[[ INPUT, beginning ]]
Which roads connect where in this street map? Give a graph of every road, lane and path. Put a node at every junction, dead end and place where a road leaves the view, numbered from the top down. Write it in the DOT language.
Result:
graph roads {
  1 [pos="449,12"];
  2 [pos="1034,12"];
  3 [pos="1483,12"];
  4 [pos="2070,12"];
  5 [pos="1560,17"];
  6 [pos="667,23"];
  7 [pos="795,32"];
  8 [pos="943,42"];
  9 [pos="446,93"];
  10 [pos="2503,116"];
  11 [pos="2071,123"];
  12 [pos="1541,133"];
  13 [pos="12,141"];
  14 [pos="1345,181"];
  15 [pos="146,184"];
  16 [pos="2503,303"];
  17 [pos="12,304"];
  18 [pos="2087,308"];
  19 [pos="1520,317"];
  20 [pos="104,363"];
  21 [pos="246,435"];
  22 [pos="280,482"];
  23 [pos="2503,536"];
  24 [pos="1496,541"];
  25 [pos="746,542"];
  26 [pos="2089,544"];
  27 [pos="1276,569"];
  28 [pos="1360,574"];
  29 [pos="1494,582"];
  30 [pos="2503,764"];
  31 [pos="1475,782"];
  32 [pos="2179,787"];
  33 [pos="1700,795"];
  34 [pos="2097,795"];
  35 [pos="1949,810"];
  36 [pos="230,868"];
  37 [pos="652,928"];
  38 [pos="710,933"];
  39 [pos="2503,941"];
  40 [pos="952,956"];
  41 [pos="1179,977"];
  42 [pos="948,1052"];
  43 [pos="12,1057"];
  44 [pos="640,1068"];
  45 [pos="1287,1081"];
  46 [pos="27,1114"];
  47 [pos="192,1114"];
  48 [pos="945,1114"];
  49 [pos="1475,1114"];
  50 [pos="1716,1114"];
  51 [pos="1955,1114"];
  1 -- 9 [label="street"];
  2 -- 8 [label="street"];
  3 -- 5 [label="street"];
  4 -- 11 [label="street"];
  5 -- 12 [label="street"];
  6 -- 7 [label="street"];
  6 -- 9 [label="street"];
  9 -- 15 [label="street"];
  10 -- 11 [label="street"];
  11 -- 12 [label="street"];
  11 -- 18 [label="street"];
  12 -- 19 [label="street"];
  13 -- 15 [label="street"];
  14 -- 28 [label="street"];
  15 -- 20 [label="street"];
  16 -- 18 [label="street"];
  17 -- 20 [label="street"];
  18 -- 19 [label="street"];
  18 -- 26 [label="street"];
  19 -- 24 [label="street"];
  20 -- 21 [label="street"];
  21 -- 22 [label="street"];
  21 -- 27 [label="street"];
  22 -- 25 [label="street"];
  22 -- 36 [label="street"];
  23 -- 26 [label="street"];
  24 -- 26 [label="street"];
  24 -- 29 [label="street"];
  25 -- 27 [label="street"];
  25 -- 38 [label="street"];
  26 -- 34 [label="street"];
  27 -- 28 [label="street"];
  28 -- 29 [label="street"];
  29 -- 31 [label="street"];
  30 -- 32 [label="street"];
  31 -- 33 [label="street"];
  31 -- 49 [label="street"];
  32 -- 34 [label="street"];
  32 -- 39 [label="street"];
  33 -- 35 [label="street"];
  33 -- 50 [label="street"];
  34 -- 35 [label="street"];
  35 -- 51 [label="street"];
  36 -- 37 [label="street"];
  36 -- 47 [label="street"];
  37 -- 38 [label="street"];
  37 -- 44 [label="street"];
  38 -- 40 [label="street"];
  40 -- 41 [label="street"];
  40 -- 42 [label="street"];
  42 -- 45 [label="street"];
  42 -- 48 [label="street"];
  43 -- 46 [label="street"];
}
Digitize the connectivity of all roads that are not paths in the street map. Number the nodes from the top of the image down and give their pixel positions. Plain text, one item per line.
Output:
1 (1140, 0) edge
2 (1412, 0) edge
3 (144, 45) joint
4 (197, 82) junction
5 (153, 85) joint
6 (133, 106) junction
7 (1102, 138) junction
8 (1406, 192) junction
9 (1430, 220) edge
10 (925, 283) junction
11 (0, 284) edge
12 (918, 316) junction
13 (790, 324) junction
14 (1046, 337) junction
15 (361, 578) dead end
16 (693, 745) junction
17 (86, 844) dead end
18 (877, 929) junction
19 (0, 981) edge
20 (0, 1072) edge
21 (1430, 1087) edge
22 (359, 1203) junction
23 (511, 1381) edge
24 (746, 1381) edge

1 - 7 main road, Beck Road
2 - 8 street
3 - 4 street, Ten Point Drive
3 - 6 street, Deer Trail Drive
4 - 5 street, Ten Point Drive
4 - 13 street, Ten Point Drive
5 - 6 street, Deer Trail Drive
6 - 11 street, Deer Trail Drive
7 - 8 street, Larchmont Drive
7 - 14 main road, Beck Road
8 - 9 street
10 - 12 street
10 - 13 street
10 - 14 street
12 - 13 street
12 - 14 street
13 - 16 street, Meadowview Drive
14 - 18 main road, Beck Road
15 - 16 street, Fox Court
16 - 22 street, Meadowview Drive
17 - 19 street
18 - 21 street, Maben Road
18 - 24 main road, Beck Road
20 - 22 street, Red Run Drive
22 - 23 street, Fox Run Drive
[[ INPUT, end ]]
(EXERCISE GOAL)
Character for character, output the whole material above.

(ANSWER FOR THIS EXERCISE)
Which roads connect where in this street map? Give a graph of every road, lane and path. Put a node at every junction, dead end and place where a road leaves the view, numbered from the top down. Write it in the DOT language.
Result:
graph roads {
  1 [pos="449,12"];
  2 [pos="1034,12"];
  3 [pos="1483,12"];
  4 [pos="2070,12"];
  5 [pos="1560,17"];
  6 [pos="667,23"];
  7 [pos="795,32"];
  8 [pos="943,42"];
  9 [pos="446,93"];
  10 [pos="2503,116"];
  11 [pos="2071,123"];
  12 [pos="1541,133"];
  13 [pos="12,141"];
  14 [pos="1345,181"];
  15 [pos="146,184"];
  16 [pos="2503,303"];
  17 [pos="12,304"];
  18 [pos="2087,308"];
  19 [pos="1520,317"];
  20 [pos="104,363"];
  21 [pos="246,435"];
  22 [pos="280,482"];
  23 [pos="2503,536"];
  24 [pos="1496,541"];
  25 [pos="746,542"];
  26 [pos="2089,544"];
  27 [pos="1276,569"];
  28 [pos="1360,574"];
  29 [pos="1494,582"];
  30 [pos="2503,764"];
  31 [pos="1475,782"];
  32 [pos="2179,787"];
  33 [pos="1700,795"];
  34 [pos="2097,795"];
  35 [pos="1949,810"];
  36 [pos="230,868"];
  37 [pos="652,928"];
  38 [pos="710,933"];
  39 [pos="2503,941"];
  40 [pos="952,956"];
  41 [pos="1179,977"];
  42 [pos="948,1052"];
  43 [pos="12,1057"];
  44 [pos="640,1068"];
  45 [pos="1287,1081"];
  46 [pos="27,1114"];
  47 [pos="192,1114"];
  48 [pos="945,1114"];
  49 [pos="1475,1114"];
  50 [pos="1716,1114"];
  51 [pos="1955,1114"];
  1 -- 9 [label="street"];
  2 -- 8 [label="street"];
  3 -- 5 [label="street"];
  4 -- 11 [label="street"];
  5 -- 12 [label="street"];
  6 -- 7 [label="street"];
  6 -- 9 [label="street"];
  9 -- 15 [label="street"];
  10 -- 11 [label="street"];
  11 -- 12 [label="street"];
  11 -- 18 [label="street"];
  12 -- 19 [label="street"];
  13 -- 15 [label="street"];
  14 -- 28 [label="street"];
  15 -- 20 [label="street"];
  16 -- 18 [label="street"];
  17 -- 20 [label="street"];
  18 -- 19 [label="street"];
  18 -- 26 [label="street"];
  19 -- 24 [label="street"];
  20 -- 21 [label="street"];
  21 -- 22 [label="street"];
  21 -- 27 [label="street"];
  22 -- 25 [label="street"];
  22 -- 36 [label="street"];
  23 -- 26 [label="street"];
  24 -- 26 [label="street"];
  24 -- 29 [label="street"];
  25 -- 27 [label="street"];
  25 -- 38 [label="street"];
  26 -- 34 [label="street"];
  27 -- 28 [label="street"];
  28 -- 29 [label="street"];
  29 -- 31 [label="street"];
  30 -- 32 [label="street"];
  31 -- 33 [label="street"];
  31 -- 49 [label="street"];
  32 -- 34 [label="street"];
  32 -- 39 [label="street"];
  33 -- 35 [label="street"];
  33 -- 50 [label="street"];
  34 -- 35 [label="street"];
  35 -- 51 [label="street"];
  36 -- 37 [label="street"];
  36 -- 47 [label="street"];
  37 -- 38 [label="street"];
  37 -- 44 [label="street"];
  38 -- 40 [label="street"];
  40 -- 41 [label="street"];
  40 -- 42 [label="street"];
  42 -- 45 [label="street"];
  42 -- 48 [label="street"];
  43 -- 46 [label="street"];
}
Digitize the connectivity of all roads that are not paths in the street map. Number the nodes from the top of the image down and give their pixel positions. Plain text, one item per line.
Output:
1 (1140, 0) edge
2 (1412, 0) edge
3 (144, 45) joint
4 (197, 82) junction
5 (153, 85) joint
6 (133, 106) junction
7 (1102, 138) junction
8 (1406, 192) junction
9 (1430, 220) edge
10 (925, 283) junction
11 (0, 284) edge
12 (918, 316) junction
13 (790, 324) junction
14 (1046, 337) junction
15 (361, 578) dead end
16 (693, 745) junction
17 (86, 844) dead end
18 (877, 929) junction
19 (0, 981) edge
20 (0, 1072) edge
21 (1430, 1087) edge
22 (359, 1203) junction
23 (511, 1381) edge
24 (746, 1381) edge

1 - 7 main road, Beck Road
2 - 8 street
3 - 4 street, Ten Point Drive
3 - 6 street, Deer Trail Drive
4 - 5 street, Ten Point Drive
4 - 13 street, Ten Point Drive
5 - 6 street, Deer Trail Drive
6 - 11 street, Deer Trail Drive
7 - 8 street, Larchmont Drive
7 - 14 main road, Beck Road
8 - 9 street
10 - 12 street
10 - 13 street
10 - 14 street
12 - 13 street
12 - 14 street
13 - 16 street, Meadowview Drive
14 - 18 main road, Beck Road
15 - 16 street, Fox Court
16 - 22 street, Meadowview Drive
17 - 19 street
18 - 21 street, Maben Road
18 - 24 main road, Beck Road
20 - 22 street, Red Run Drive
22 - 23 street, Fox Run Drive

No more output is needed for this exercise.